Saved data entries
····················

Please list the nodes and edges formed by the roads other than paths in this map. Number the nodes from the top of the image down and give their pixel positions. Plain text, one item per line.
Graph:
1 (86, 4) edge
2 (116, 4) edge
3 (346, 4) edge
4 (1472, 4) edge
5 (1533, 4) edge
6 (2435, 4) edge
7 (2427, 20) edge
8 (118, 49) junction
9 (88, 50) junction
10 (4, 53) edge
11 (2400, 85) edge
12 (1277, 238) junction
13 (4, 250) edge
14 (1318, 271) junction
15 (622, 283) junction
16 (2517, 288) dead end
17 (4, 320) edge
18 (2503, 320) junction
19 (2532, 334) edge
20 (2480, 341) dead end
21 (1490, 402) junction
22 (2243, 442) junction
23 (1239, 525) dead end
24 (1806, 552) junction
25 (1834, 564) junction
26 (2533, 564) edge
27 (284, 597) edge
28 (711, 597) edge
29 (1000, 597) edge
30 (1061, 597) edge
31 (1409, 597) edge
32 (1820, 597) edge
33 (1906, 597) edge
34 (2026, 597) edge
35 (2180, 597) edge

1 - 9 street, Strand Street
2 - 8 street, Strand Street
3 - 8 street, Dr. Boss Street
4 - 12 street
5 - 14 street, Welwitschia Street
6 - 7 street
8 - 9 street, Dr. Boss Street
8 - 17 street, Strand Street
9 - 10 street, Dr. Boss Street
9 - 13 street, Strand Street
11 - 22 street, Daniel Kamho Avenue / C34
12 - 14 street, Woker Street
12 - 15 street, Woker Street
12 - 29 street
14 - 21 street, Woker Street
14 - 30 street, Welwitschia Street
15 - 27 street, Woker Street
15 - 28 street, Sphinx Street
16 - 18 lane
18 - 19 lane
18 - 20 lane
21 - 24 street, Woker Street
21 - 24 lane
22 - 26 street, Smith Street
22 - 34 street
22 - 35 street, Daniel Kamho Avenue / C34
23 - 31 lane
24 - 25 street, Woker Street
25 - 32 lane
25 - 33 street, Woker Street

····················

Work order:
All of the lines above must be returned exactly.

Response:
Please list the nodes and edges formed by the roads other than paths in this map. Number the nodes from the top of the image down and give their pixel positions. Plain text, one item per line.
Graph:
1 (86, 4) edge
2 (116, 4) edge
3 (346, 4) edge
4 (1472, 4) edge
5 (1533, 4) edge
6 (2435, 4) edge
7 (2427, 20) edge
8 (118, 49) junction
9 (88, 50) junction
10 (4, 53) edge
11 (2400, 85) edge
12 (1277, 238) junction
13 (4, 250) edge
14 (1318, 271) junction
15 (622, 283) junction
16 (2517, 288) dead end
17 (4, 320) edge
18 (2503, 320) junction
19 (2532, 334) edge
20 (2480, 341) dead end
21 (1490, 402) junction
22 (2243, 442) junction
23 (1239, 525) dead end
24 (1806, 552) junction
25 (1834, 564) junction
26 (2533, 564) edge
27 (284, 597) edge
28 (711, 597) edge
29 (1000, 597) edge
30 (1061, 597) edge
31 (1409, 597) edge
32 (1820, 597) edge
33 (1906, 597) edge
34 (2026, 597) edge
35 (2180, 597) edge

1 - 9 street, Strand Street
2 - 8 street, Strand Street
3 - 8 street, Dr. Boss Street
4 - 12 street
5 - 14 street, Welwitschia Street
6 - 7 street
8 - 9 street, Dr. Boss Street
8 - 17 street, Strand Street
9 - 10 street, Dr. Boss Street
9 - 13 street, Strand Street
11 - 22 street, Daniel Kamho Avenue / C34
12 - 14 street, Woker Street
12 - 15 street, Woker Street
12 - 29 street
14 - 21 street, Woker Street
14 - 30 street, Welwitschia Street
15 - 27 street, Woker Street
15 - 28 street, Sphinx Street
16 - 18 lane
18 - 19 lane
18 - 20 lane
21 - 24 street, Woker Street
21 - 24 lane
22 - 26 street, Smith Street
22 - 34 street
22 - 35 street, Daniel Kamho Avenue / C34
23 - 31 lane
24 - 25 street, Woker Street
25 - 32 lane
25 - 33 street, Woker Street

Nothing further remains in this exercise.